Most investigated and reported EMT markers include the E-cadherin (CDH1), a cell surface protein responsible for the adhesion of epithelial cells. Downregulation in CDH1 is highly associated with EMT, and partial or total loss of CDH1 expression is associated with more aggressive behavior and poor prognosis.[28] [29] [30] Often coupled with low CDH1expression, vimentin (VIM), a type III intermediate filament protein that is expressed in mesenchymal cells, has been used to investigate EMT activation in epithelial tissues. The VIM expression in epithelial cells is associated with a migratory phenotype and consequent invasiveness and metastasis.[29] [31] [32] [33] The aim of the present study was to determine the VIM and CDH1 expression in invasive ductal carcinomas (IDCs) of the breast, and to analyze their association with CK5 expression and clinical and pathological features.

Methods

Sample Selection

We have selected all patients (n = 175) with IDC of the breast subjected to surgery at Hospital das Clínicas of the Faculdade de Medicina de Ribeirão Preto between January 2005 and December 2007. The selection was based on the histological and immunohistochemical diagnosis in the files of the patients.

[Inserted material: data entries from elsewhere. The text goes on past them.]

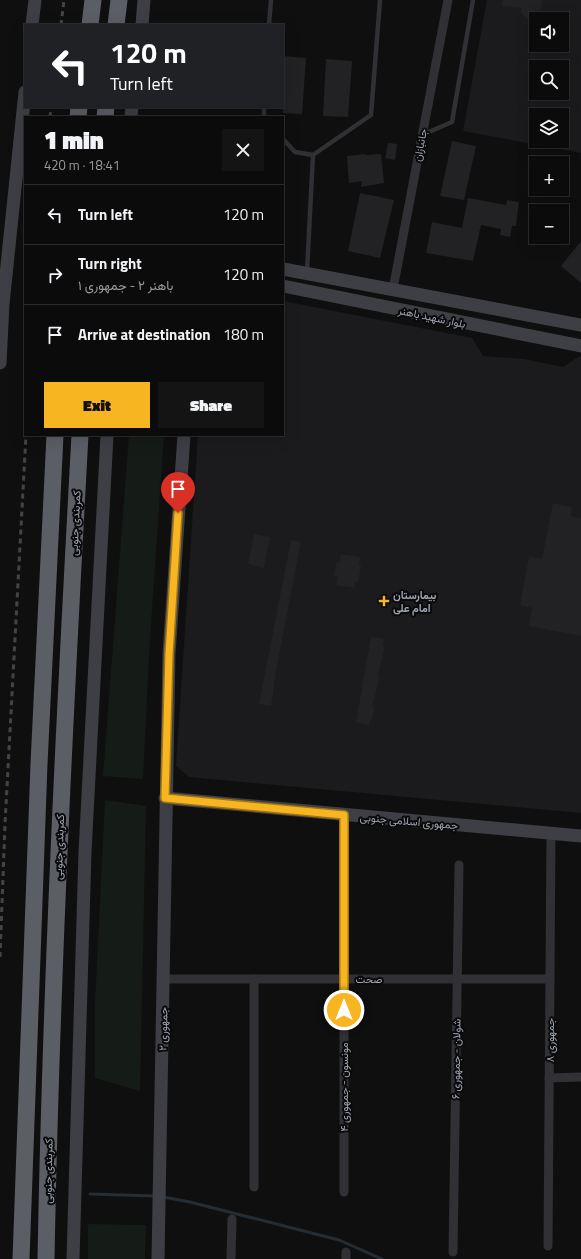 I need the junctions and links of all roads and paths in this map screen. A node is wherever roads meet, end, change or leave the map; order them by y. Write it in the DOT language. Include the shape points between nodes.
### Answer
graph roads {
  1 [pos="35,0"];
  2 [pos="93,0"];
  3 [pos="119,0"];
  4 [pos="144,0"];
  5 [pos="271,0"];
  6 [pos="380,0"];
  7 [pos="448,0"];
  8 [pos="473,0"];
  9 [pos="32,24"];
  10 [pos="90,24"];
  11 [pos="116,24"];
  12 [pos="142,24"];
  13 [pos="270,24"];
  14 [pos="24,102"];
  15 [pos="422,135"];
  16 [pos="284,140"];
  17 [pos="313,155"];
  18 [pos="284,269"];
  19 [pos="307,274"];
  20 [pos="284,286"];
  21 [pos="393,289"];
  22 [pos="581,325"];
  23 [pos="581,346"];
  24 [pos="0,363"];
  25 [pos="55,436"];
  26 [pos="80,436"];
  27 [pos="106,436"];
  28 [pos="184,436"];
  29 [pos="165,798"];
  30 [pos="344,815"];
  31 [pos="551,834"];
  32 [pos="581,836"];
  33 [pos="459,865"];
  34 [pos="164,979"];
  35 [pos="254,979"];
  36 [pos="344,979"];
  37 [pos="457,979"];
  38 [pos="550,979"];
  39 [pos="581,1077"];
  40 [pos="549,1078"];
  41 [pos="254,1187"];
  42 [pos="344,1192"];
  43 [pos="232,1219"];
  44 [pos="548,1246"];
  45 [pos="453,1252"];
  46 [pos="21,1259"];
  47 [pos="46,1259"];
  48 [pos="73,1259"];
  49 [pos="158,1259"];
  50 [pos="231,1259"];
  1 -- 9 [label="main road"];
  2 -- 10 [label="highway"];
  3 -- 11 [label="highway"];
  4 -- 12 [label="main road"];
  5 -- 13 [label="lane"];
  6 -- 17 [label="lane" via="371,115"];
  7 -- 15 [label="street, جانبازان"];
  8 -- 15 [label="lane" via="452,122"];
  14 -- 24 [label="main road" via="4,296"];
  15 -- 21 [label="street, جانبازان"];
  16 -- 17 [label="lane" via="295,152"];
  17 -- 19 [label="lane"];
  18 -- 19 [label="main road, بلوار شهید باهنر"];
  19 -- 21 [label="main road, بلوار شهید باهنر"];
  20 -- 23 [label="main road, بلوار شهید باهنر"];
  21 -- 22 [label="main road, بلوار شهید باهنر"];
  25 -- 46 [label="highway, کمربندی جنوبی" via="39,764"];
  26 -- 47 [label="highway, کمربندی جنوبی" via="59,830 48,1119"];
  27 -- 48 [label="main road" via="84,852"];
  28 -- 29 [label="main road, جمهوری ۲" via="169,654"];
  29 -- 30 [label="main road, جمهوری اسلامی جنوبی"];
  29 -- 34 [label="main road, جمهوری ۲"];
  30 -- 31 [label="main road, جمهوری اسلامی جنوبی"];
  30 -- 36 [label="street, مونسون - جمهوری ۴"];
  31 -- 32 [label="main road, جمهوری اسلامی جنوبی"];
  31 -- 38 [label="street, جمهوری ۸"];
  33 -- 37 [label="street, شولان - جمهوری ۶"];
  34 -- 35 [label="street, صحت"];
  34 -- 49 [label="main road, جمهوری ۲"];
  35 -- 36 [label="street, صحت"];
  35 -- 41 [label="street"];
  36 -- 37 [label="street, صحت"];
  36 -- 42 [label="street, مونسون - جمهوری ۴"];
  37 -- 38 [label="street, صحت"];
  37 -- 45 [label="street, شولان - جمهوری ۶"];
  38 -- 40 [label="street, جمهوری ۸"];
  39 -- 40 [label="street"];
  40 -- 44 [label="street, جمهوری ۸"];
  43 -- 50 [label="street"];
}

The staging system was based on the American Joint Committee on Cancer (7^th edition) classification. We have used pathological staging for patients subjected to primary surgery, and clinical staging in cases of neoadjuvant treatment. According to the IHC reports, 27 IDCs were TNBC, 39 were HER2+ (with a score of 3 +), 36 were HER2+ (score of 2 +), and 73 were HR+ (for estrogen or progesterone receptors) and HER2- (with a score of 0 or 1 +). We were able to retrieve 94 paraffin blocks, and 82 were suitable for tissue microarray (TMA) construction. The total sample comprised 24 TNBCs, 9 HER+ and HR-, 14 HER2+ and HR + , and 35 HR+ and HER2-. All samples were reevaluated, and the histological diagnosis and tumor grade were reported. [Table 1] summarizes the characteristics of the patients.

Tissue Microarray

Core biopsies (diameter = 1mm) were punched from 2 representative areas of each tumor of each of the 87 donor paraffin blocks and arrayed into a new recipient paraffin block using a manual tissue arrayer (Beecher Instruments, Sun Prairie, WI, USA). Three 1 μm-thick sections were cut from a tissue microarray (TMA) paraffin block using a paraffin tape-transfer system (Instrumedics Inc., Saint Louis, MO, USA). The slides were dipped in paraffin to prevent oxidation. One section was stained with hematoxylin and eosin (H&E) to confirm the presence of the tumor by light microscopy.

Immunohistochemistry

The immunohistochemical staining was performed using the Novolink Max Polymer Detection System (Leica Biosystems, Wetzlar, Germany). The sections were deparaffinized in xylene and rehydrated through a series of graded alcohols. The endogenous peroxidase activity was blocked for 30 minutes in a solution containing 0.3% of hydrogen peroxide to block non-specific immunoassaying. The sections were then placed in a 10 mM citrate buffer and submitted to heat retrieval using a vapor lock for 40 minutes. After the antigen retrieval, the specimens were allowed to cool for 30 minutes, and then incubated at 4° C overnight with a primary antibody. The dilution and source of the primary antibodies used in the present study were: anti-human ER (1:100, clone 6F11) (Leica Biosystems, Wetzlar, Germany), anti-human PgR (1:100, clone 1A6) (Leica Biosystems, Wetzlar, Germany), anti-human-Ki67 (1:200) (Leica Biosystems, Wetzlar, Germany), anti-human CK5 (HPA024467, 1:100) (Sigma-Aldrich, St. Louis, MO, USA), anti-human vimentin (1:100, clone V9) (Biocare Medical, Pacheco, CA, US), and anti-human CDH1 (1:50, clone HECD-1) (Biocare Medical, Pacheco, CA, USA). After overnight incubation with the primary antibody, the slides were incubated with a postprimary solution for 30 minutes and then incubated with the polymer for another 30 minutes (both provided by the Novolink Max Polymer Detection System). The reaction was developed with diaminobenzidine (DAB), followed by hematoxylin counterstaining. The slides were then dehydrated in an ethanol series and mounted with Permount (Fischer, Fair Lawn, NJ, USA). The DAKO Herceptest (Agilent Technologies, Santa Clara, CA, USA) was used for HER2 protein staining following the protocol of the manufacturer.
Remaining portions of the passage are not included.